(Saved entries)
^^^^

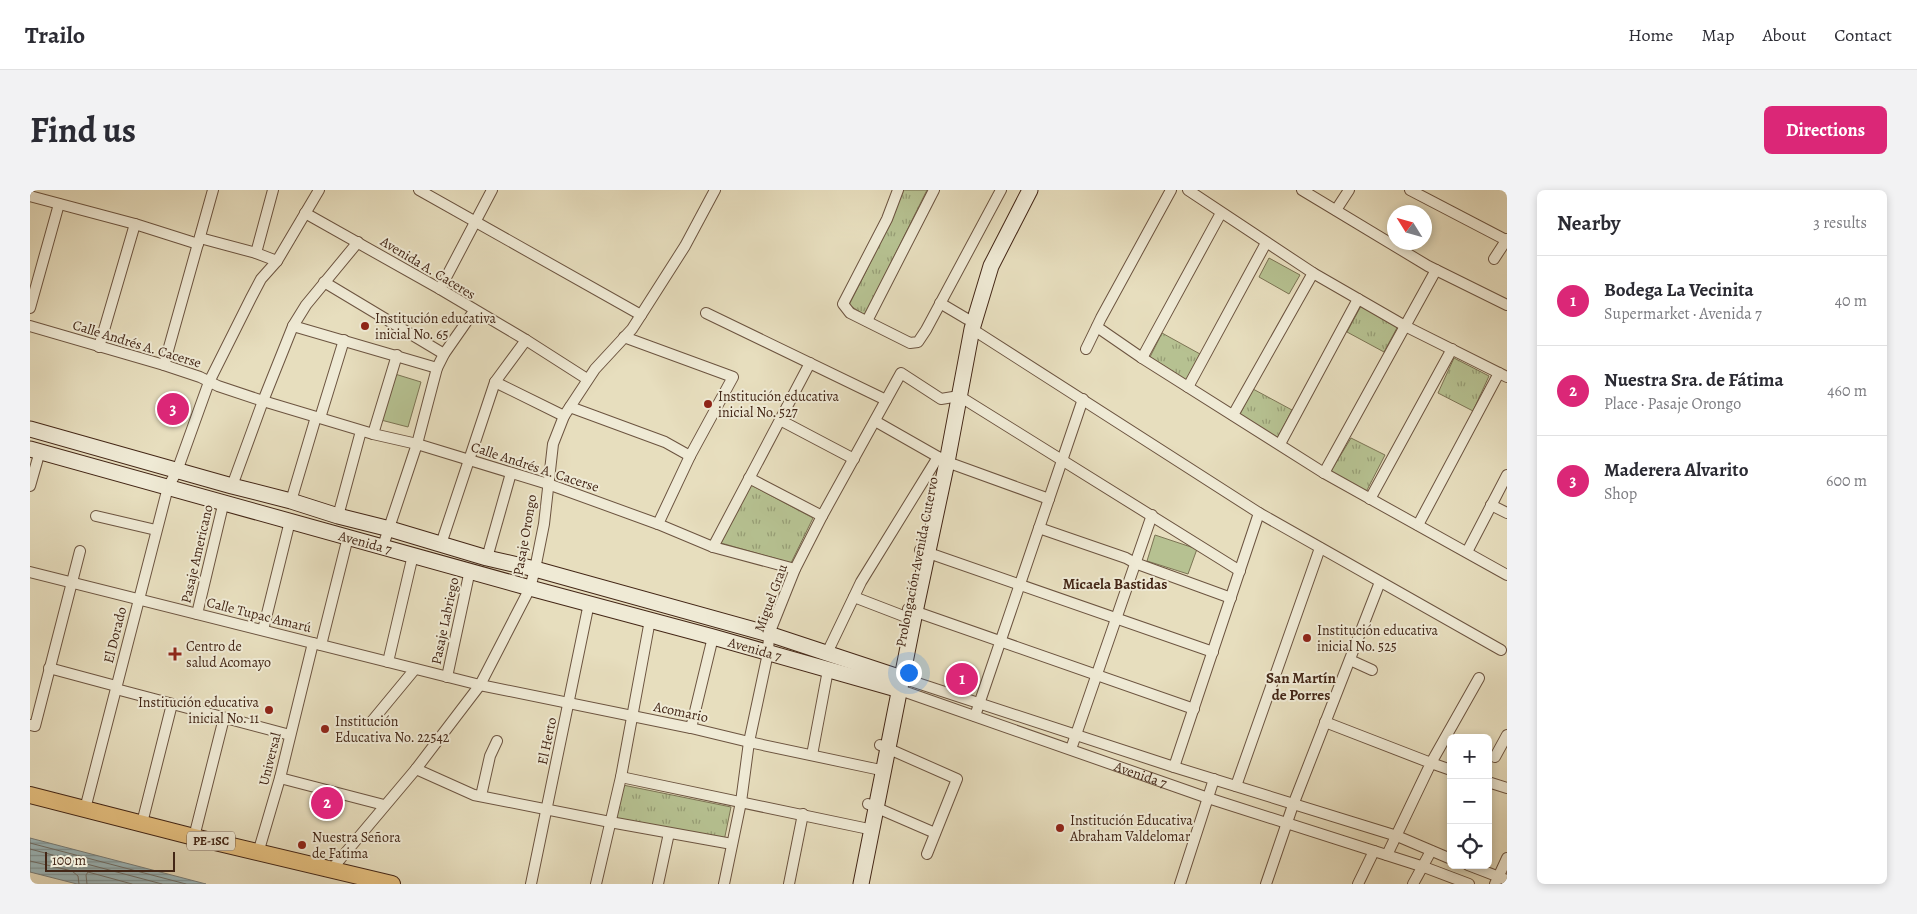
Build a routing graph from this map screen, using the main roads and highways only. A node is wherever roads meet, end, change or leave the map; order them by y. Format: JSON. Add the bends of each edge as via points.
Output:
{"nodes":[{"id":1,"x":30,"y":795,"type":"edge"},
{"id":2,"x":392,"y":884,"type":"edge"}],
"edges":[{"from":1,"to":2,"type":"main road","number":"PE-1SC"}]}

^^^^

TASK: Output the entries above exactly. Do not include the pictures.

ANSWER TO THE EXERCISE:
Build a routing graph from this map screen, using the main roads and highways only. A node is wherever roads meet, end, change or leave the map; order them by y. Format: JSON. Add the bends of each edge as via points.
Output:
{"nodes":[{"id":1,"x":30,"y":795,"type":"edge"},
{"id":2,"x":392,"y":884,"type":"edge"}],
"edges":[{"from":1,"to":2,"type":"main road","number":"PE-1SC"}]}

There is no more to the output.